(Bull. Soc. géol. Fr., 4e série, t. VI, p. 753, fig. 15.)
Failles récentes. — Il n’est pas douteux que la topographie actuelle ne doive beaucoup à des failles récentes.
Un examen attentif révélera je crois des diaclases en relation avec la sebkha de Timimoun.
En tout cas les ksars de l’Aouguerout sont bâtis sur une muraille de couches crétacées verticales (argiles et grès), qui se dresse brusquement au milieu des couches voisines horizontales. Il y a là certainement un accident post-crétacé, qui a ramené, on l’a vu, le sous-sol primaire à proximité de la surface, et en amont duquel les foggaras vont capter la nappe d’eau ([fig. 52]).
La palmeraie d’Ouled Mahmoud est, elle aussi, en relation avec des diaclases qui ont amené dans le crétacé la formation d’une cuvette synclinale[166]. Aussi bien on sait depuis longtemps que les couches crétacées du Sahara sont faillées.
Géologie du Touat.
Le Touat est une grande plaine de composition géologique très complexe.
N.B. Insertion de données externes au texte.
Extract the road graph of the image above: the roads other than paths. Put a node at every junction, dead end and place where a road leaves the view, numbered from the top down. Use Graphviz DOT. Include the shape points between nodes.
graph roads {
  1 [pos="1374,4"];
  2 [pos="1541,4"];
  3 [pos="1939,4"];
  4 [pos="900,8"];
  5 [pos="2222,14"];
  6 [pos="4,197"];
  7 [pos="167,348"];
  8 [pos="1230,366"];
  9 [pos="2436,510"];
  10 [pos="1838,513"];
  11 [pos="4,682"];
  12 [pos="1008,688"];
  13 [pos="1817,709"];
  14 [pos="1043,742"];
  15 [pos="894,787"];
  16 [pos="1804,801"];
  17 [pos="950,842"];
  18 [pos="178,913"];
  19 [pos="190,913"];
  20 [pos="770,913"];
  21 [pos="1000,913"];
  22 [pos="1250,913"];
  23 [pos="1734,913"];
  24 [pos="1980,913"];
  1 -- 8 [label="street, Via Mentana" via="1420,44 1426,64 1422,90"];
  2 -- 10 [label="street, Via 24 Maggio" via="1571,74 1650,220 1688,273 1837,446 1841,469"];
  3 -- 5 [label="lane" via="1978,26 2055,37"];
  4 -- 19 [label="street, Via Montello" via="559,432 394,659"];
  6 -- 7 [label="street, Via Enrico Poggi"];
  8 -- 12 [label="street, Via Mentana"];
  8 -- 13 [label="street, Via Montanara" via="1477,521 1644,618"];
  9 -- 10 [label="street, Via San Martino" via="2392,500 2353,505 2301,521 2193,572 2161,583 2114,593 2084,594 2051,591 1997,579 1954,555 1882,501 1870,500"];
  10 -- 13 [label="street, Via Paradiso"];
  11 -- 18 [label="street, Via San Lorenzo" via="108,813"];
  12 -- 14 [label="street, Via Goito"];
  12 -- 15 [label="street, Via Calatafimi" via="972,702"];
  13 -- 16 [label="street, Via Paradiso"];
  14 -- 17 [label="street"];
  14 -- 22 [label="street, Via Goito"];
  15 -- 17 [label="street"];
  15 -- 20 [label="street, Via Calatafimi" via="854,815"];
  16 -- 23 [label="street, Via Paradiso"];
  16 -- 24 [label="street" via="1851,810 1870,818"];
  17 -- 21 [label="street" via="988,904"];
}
L’horizontalité en est due à des dépôts pour la plupart, je crois, crétacés. A travers les fenêtres de ces dépôts, on peut observer çà et là la pénéplaine hercynienne sous-jacente. Le Dévonien et le Carboniférien sont certainement représentés.
Éodévonien. — A la limite du Touat et du Tidikelt, à Aïn Cheikh, un gisement fossilifère éodévonien est connu depuis quelque temps déjà[167]. Ce sont exactement les mêmes roches et les mêmes fossiles qui existent dans tout l’Ahnet et dans tout le Mouidir.
Au Touat proprement dit, en revanche, je ne connais pas de gisement de fossiles éodévoniens. Mais plusieurs affleurements me semblent devoir être rapportés à cet étage.
Le djebel Heirane est composé presque tout entier de grès fin et dur, à cœur blanc et à patine noire, c’est-à-dire d’une roche que nous sommes habitués à considérer comme caractéristique de l’Éodévonien.